**Exercise directions:** When you return the data, keep every line exactly as it is and leave out the pictures.

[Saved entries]
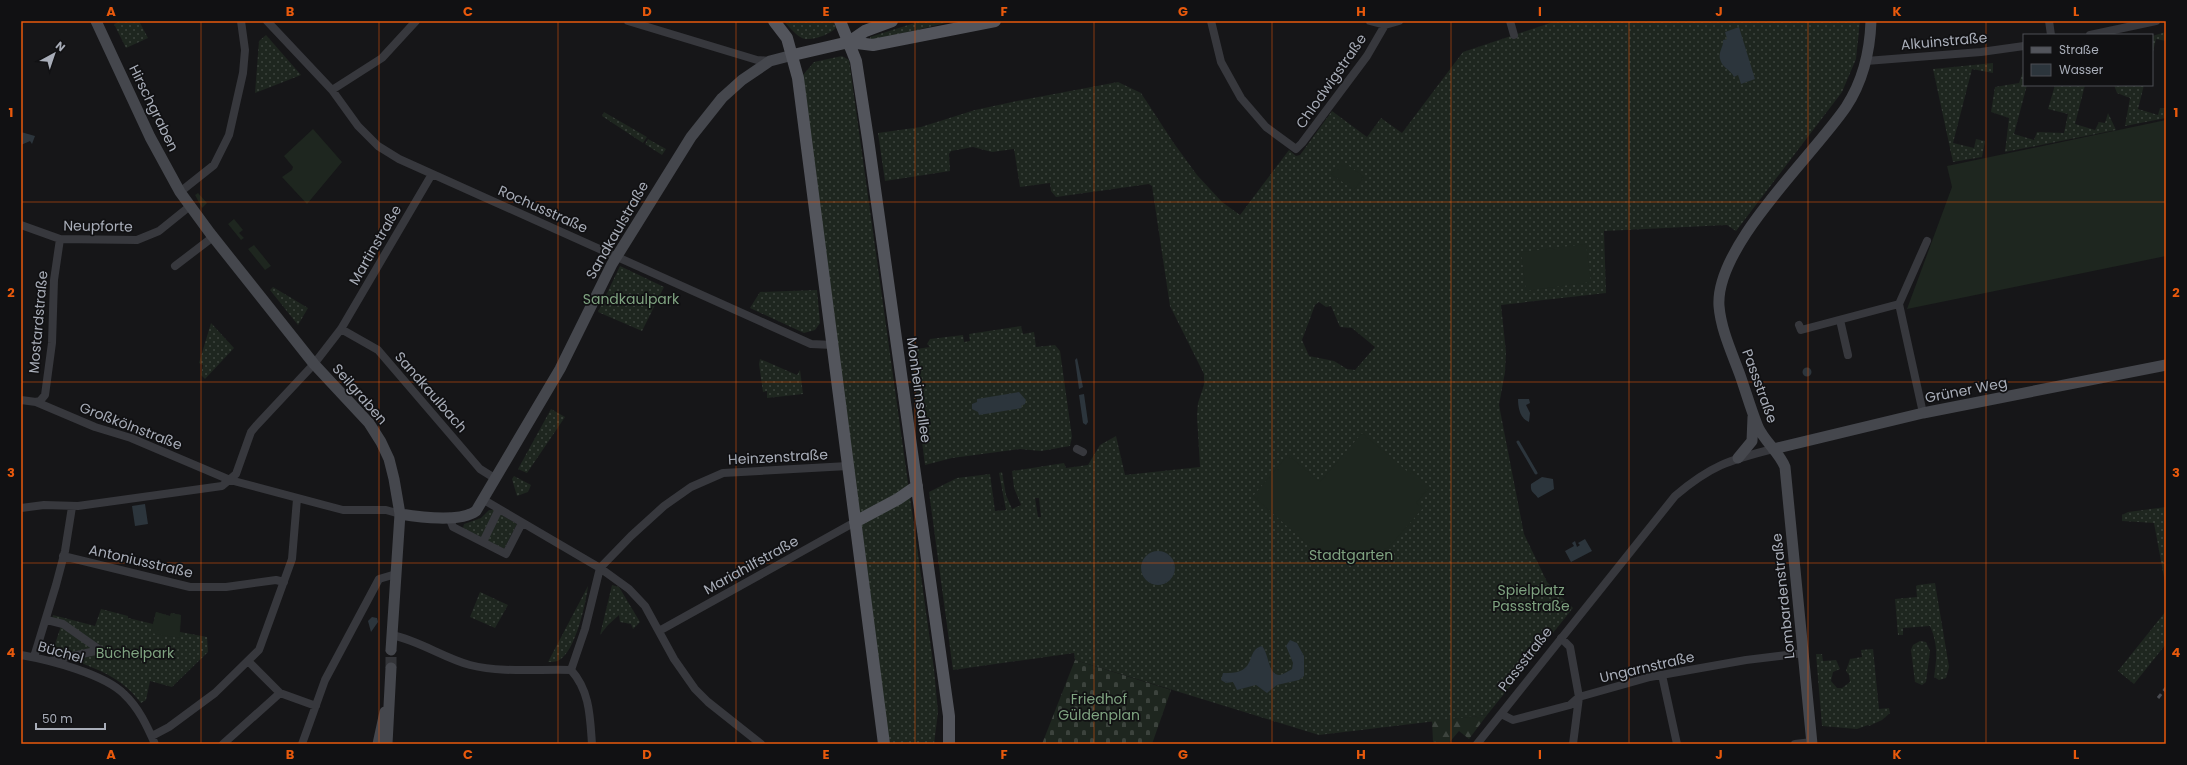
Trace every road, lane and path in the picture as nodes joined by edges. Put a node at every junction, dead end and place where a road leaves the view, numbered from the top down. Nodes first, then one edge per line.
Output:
1 (96, 21) edge
2 (241, 21) edge
3 (267, 21) edge
4 (416, 21) edge
5 (628, 21) edge
6 (774, 21) edge
7 (840, 21) edge
8 (892, 21) edge
9 (994, 21) edge
10 (1211, 21) edge
11 (1370, 21) edge
12 (1398, 21) edge
13 (1510, 21) edge
14 (1871, 21) edge
15 (2049, 21) edge
16 (2156, 21) edge
17 (1384, 25) junction
18 (2051, 34) edge
19 (2095, 34) edge
20 (1514, 35) dead end
21 (849, 42) junction
22 (2023, 46) edge
23 (793, 55) junction
24 (770, 61) junction
25 (1866, 61) junction
26 (332, 90) junction
27 (432, 174) junction
28 (180, 192) junction
29 (190, 206) junction
30 (21, 225) edge
31 (213, 237) junction
32 (60, 239) junction
33 (1927, 241) dead end
34 (616, 256) junction
35 (175, 266) dead end
36 (1899, 304) junction
37 (1840, 320) junction
38 (1799, 325) dead end
39 (341, 329) junction
40 (833, 345) junction
41 (1848, 355) dead end
42 (314, 364) junction
43 (2166, 365) edge
44 (21, 400) edge
45 (36, 402) junction
46 (1753, 412) junction
47 (1923, 413) junction
48 (1773, 449) junction
49 (1738, 458) junction
50 (848, 466) junction
51 (496, 479) junction
52 (230, 480) junction
53 (917, 486) junction
54 (297, 499) junction
55 (484, 500) junction
56 (72, 507) junction
57 (21, 508) edge
58 (499, 510) junction
59 (400, 514) junction
60 (449, 517) junction
61 (855, 522) junction
62 (522, 523) junction
63 (482, 542) junction
64 (63, 556) junction
65 (600, 568) junction
66 (396, 574) junction
67 (284, 582) junction
68 (47, 620) junction
69 (659, 631) junction
70 (392, 635) junction
71 (1561, 638) junction
72 (391, 650) tunnel mouth
73 (1804, 652) junction
74 (21, 655) edge
75 (34, 657) junction
76 (50, 661) junction
77 (249, 662) junction
78 (391, 668) tunnel mouth
79 (571, 670) junction
80 (1662, 675) junction
81 (280, 693) junction
82 (1579, 698) junction
83 (388, 702) junction
84 (316, 706) junction
85 (1501, 714) junction
86 (154, 740) edge
87 (1812, 743) edge
88 (223, 744) edge
89 (302, 744) edge
90 (378, 744) edge
91 (387, 744) edge
92 (592, 744) edge
93 (761, 744) edge
94 (884, 744) edge
95 (949, 744) edge
96 (1477, 744) edge
97 (1573, 744) edge
98 (1677, 744) edge
99 (1796, 744) edge

1 - 28 street, Hirschgraben
2 - 28 street
3 - 26 street, Rochusstraße
4 - 26 street
5 - 24 street
6 - 23 main road
7 - 21 main road, Monheimsallee
8 - 21 main road
9 - 21 main road
10 - 17 street, Chlodwigstraße
11 - 17 street
12 - 17 street
13 - 20 street
14 - 25 street, Passstraße
15 - 18 street
16 - 19 street
21 - 23 main road
21 - 53 main road, Monheimsallee
22 - 25 street, Alkuinstraße
23 - 24 street, Sandkaulstraße
23 - 40 main road
24 - 34 street, Sandkaulstraße
25 - 46 street, Passstraße
26 - 27 street, Rochusstraße
27 - 34 street, Rochusstraße
27 - 39 street, Martinstraße
28 - 29 street, Hirschgraben
29 - 31 street, Seilgraben
29 - 32 street, Neupforte
30 - 32 street, Neupforte
31 - 35 street
31 - 42 street, Seilgraben
32 - 45 street, Mostardstraße
33 - 36 street
34 - 40 street, Rochusstraße
34 - 51 street, Sandkaulstraße
36 - 37 street
36 - 47 street
37 - 38 street
37 - 41 street
39 - 42 street, Seilgraben
39 - 51 street, Sandkaulbach
40 - 50 main road
42 - 52 street
42 - 59 street, Seilgraben
43 - 47 street, Grüner Weg
44 - 45 street, Großkölnstraße
45 - 52 street, Großkölnstraße
46 - 48 street, Passstraße
46 - 49 street
47 - 48 street, Grüner Weg
48 - 49 street, Passstraße
48 - 73 street, Lombardenstraße
49 - 71 street, Passstraße
50 - 61 main road
50 - 65 street, Heinzenstraße
51 - 55 street, Sandkaulstraße
52 - 54 street, Großkölnstraße
52 - 56 street
53 - 61 main road
53 - 95 main road, Monheimsallee
54 - 59 street, Großkölnstraße
54 - 67 street
55 - 58 street
55 - 60 street, Sandkaulstraße
56 - 57 street
56 - 64 street
58 - 62 street
58 - 63 street
59 - 60 street, Sandkaulstraße
59 - 66 street, Seilgraben
60 - 63 street
61 - 69 street, Mariahilfstraße
61 - 94 main road
62 - 63 street
62 - 65 street
64 - 67 street, Antoniusstraße
64 - 68 street
65 - 69 street
65 - 79 street
66 - 70 street, Seilgraben
66 - 84 street
67 - 77 street
68 - 75 street
68 - 76 street
69 - 93 street
70 - 72 street, Seilgraben
70 - 79 street
71 - 82 street
71 - 85 street, Passstraße
73 - 80 street, Ungarnstraße
73 - 87 street, Lombardenstraße
74 - 75 street, Büchel
75 - 76 street, Büchel
76 - 86 street, Büchel
77 - 81 street
77 - 86 street
78 - 83 street
79 - 92 street
80 - 82 street, Ungarnstraße
80 - 98 street
81 - 84 street
81 - 88 street
82 - 85 street, Ungarnstraße
82 - 97 street
83 - 90 street
83 - 91 street
84 - 89 street
85 - 96 street, Passstraße
87 - 99 street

**Written response:**
Trace every road, lane and path in the picture as nodes joined by edges. Put a node at every junction, dead end and place where a road leaves the view, numbered from the top down. Nodes first, then one edge per line.
Output:
1 (96, 21) edge
2 (241, 21) edge
3 (267, 21) edge
4 (416, 21) edge
5 (628, 21) edge
6 (774, 21) edge
7 (840, 21) edge
8 (892, 21) edge
9 (994, 21) edge
10 (1211, 21) edge
11 (1370, 21) edge
12 (1398, 21) edge
13 (1510, 21) edge
14 (1871, 21) edge
15 (2049, 21) edge
16 (2156, 21) edge
17 (1384, 25) junction
18 (2051, 34) edge
19 (2095, 34) edge
20 (1514, 35) dead end
21 (849, 42) junction
22 (2023, 46) edge
23 (793, 55) junction
24 (770, 61) junction
25 (1866, 61) junction
26 (332, 90) junction
27 (432, 174) junction
28 (180, 192) junction
29 (190, 206) junction
30 (21, 225) edge
31 (213, 237) junction
32 (60, 239) junction
33 (1927, 241) dead end
34 (616, 256) junction
35 (175, 266) dead end
36 (1899, 304) junction
37 (1840, 320) junction
38 (1799, 325) dead end
39 (341, 329) junction
40 (833, 345) junction
41 (1848, 355) dead end
42 (314, 364) junction
43 (2166, 365) edge
44 (21, 400) edge
45 (36, 402) junction
46 (1753, 412) junction
47 (1923, 413) junction
48 (1773, 449) junction
49 (1738, 458) junction
50 (848, 466) junction
51 (496, 479) junction
52 (230, 480) junction
53 (917, 486) junction
54 (297, 499) junction
55 (484, 500) junction
56 (72, 507) junction
57 (21, 508) edge
58 (499, 510) junction
59 (400, 514) junction
60 (449, 517) junction
61 (855, 522) junction
62 (522, 523) junction
63 (482, 542) junction
64 (63, 556) junction
65 (600, 568) junction
66 (396, 574) junction
67 (284, 582) junction
68 (47, 620) junction
69 (659, 631) junction
70 (392, 635) junction
71 (1561, 638) junction
72 (391, 650) tunnel mouth
73 (1804, 652) junction
74 (21, 655) edge
75 (34, 657) junction
76 (50, 661) junction
77 (249, 662) junction
78 (391, 668) tunnel mouth
79 (571, 670) junction
80 (1662, 675) junction
81 (280, 693) junction
82 (1579, 698) junction
83 (388, 702) junction
84 (316, 706) junction
85 (1501, 714) junction
86 (154, 740) edge
87 (1812, 743) edge
88 (223, 744) edge
89 (302, 744) edge
90 (378, 744) edge
91 (387, 744) edge
92 (592, 744) edge
93 (761, 744) edge
94 (884, 744) edge
95 (949, 744) edge
96 (1477, 744) edge
97 (1573, 744) edge
98 (1677, 744) edge
99 (1796, 744) edge

1 - 28 street, Hirschgraben
2 - 28 street
3 - 26 street, Rochusstraße
4 - 26 street
5 - 24 street
6 - 23 main road
7 - 21 main road, Monheimsallee
8 - 21 main road
9 - 21 main road
10 - 17 street, Chlodwigstraße
11 - 17 street
12 - 17 street
13 - 20 street
14 - 25 street, Passstraße
15 - 18 street
16 - 19 street
21 - 23 main road
21 - 53 main road, Monheimsallee
22 - 25 street, Alkuinstraße
23 - 24 street, Sandkaulstraße
23 - 40 main road
24 - 34 street, Sandkaulstraße
25 - 46 street, Passstraße
26 - 27 street, Rochusstraße
27 - 34 street, Rochusstraße
27 - 39 street, Martinstraße
28 - 29 street, Hirschgraben
29 - 31 street, Seilgraben
29 - 32 street, Neupforte
30 - 32 street, Neupforte
31 - 35 street
31 - 42 street, Seilgraben
32 - 45 street, Mostardstraße
33 - 36 street
34 - 40 street, Rochusstraße
34 - 51 street, Sandkaulstraße
36 - 37 street
36 - 47 street
37 - 38 street
37 - 41 street
39 - 42 street, Seilgraben
39 - 51 street, Sandkaulbach
40 - 50 main road
42 - 52 street
42 - 59 street, Seilgraben
43 - 47 street, Grüner Weg
44 - 45 street, Großkölnstraße
45 - 52 street, Großkölnstraße
46 - 48 street, Passstraße
46 - 49 street
47 - 48 street, Grüner Weg
48 - 49 street, Passstraße
48 - 73 street, Lombardenstraße
49 - 71 street, Passstraße
50 - 61 main road
50 - 65 street, Heinzenstraße
51 - 55 street, Sandkaulstraße
52 - 54 street, Großkölnstraße
52 - 56 street
53 - 61 main road
53 - 95 main road, Monheimsallee
54 - 59 street, Großkölnstraße
54 - 67 street
55 - 58 street
55 - 60 street, Sandkaulstraße
56 - 57 street
56 - 64 street
58 - 62 street
58 - 63 street
59 - 60 street, Sandkaulstraße
59 - 66 street, Seilgraben
60 - 63 street
61 - 69 street, Mariahilfstraße
61 - 94 main road
62 - 63 street
62 - 65 street
64 - 67 street, Antoniusstraße
64 - 68 street
65 - 69 street
65 - 79 street
66 - 70 street, Seilgraben
66 - 84 street
67 - 77 street
68 - 75 street
68 - 76 street
69 - 93 street
70 - 72 street, Seilgraben
70 - 79 street
71 - 82 street
71 - 85 street, Passstraße
73 - 80 street, Ungarnstraße
73 - 87 street, Lombardenstraße
74 - 75 street, Büchel
75 - 76 street, Büchel
76 - 86 street, Büchel
77 - 81 street
77 - 86 street
78 - 83 street
79 - 92 street
80 - 82 street, Ungarnstraße
80 - 98 street
81 - 84 street
81 - 88 street
82 - 85 street, Ungarnstraße
82 - 97 street
83 - 90 street
83 - 91 street
84 - 89 street
85 - 96 street, Passstraße
87 - 99 street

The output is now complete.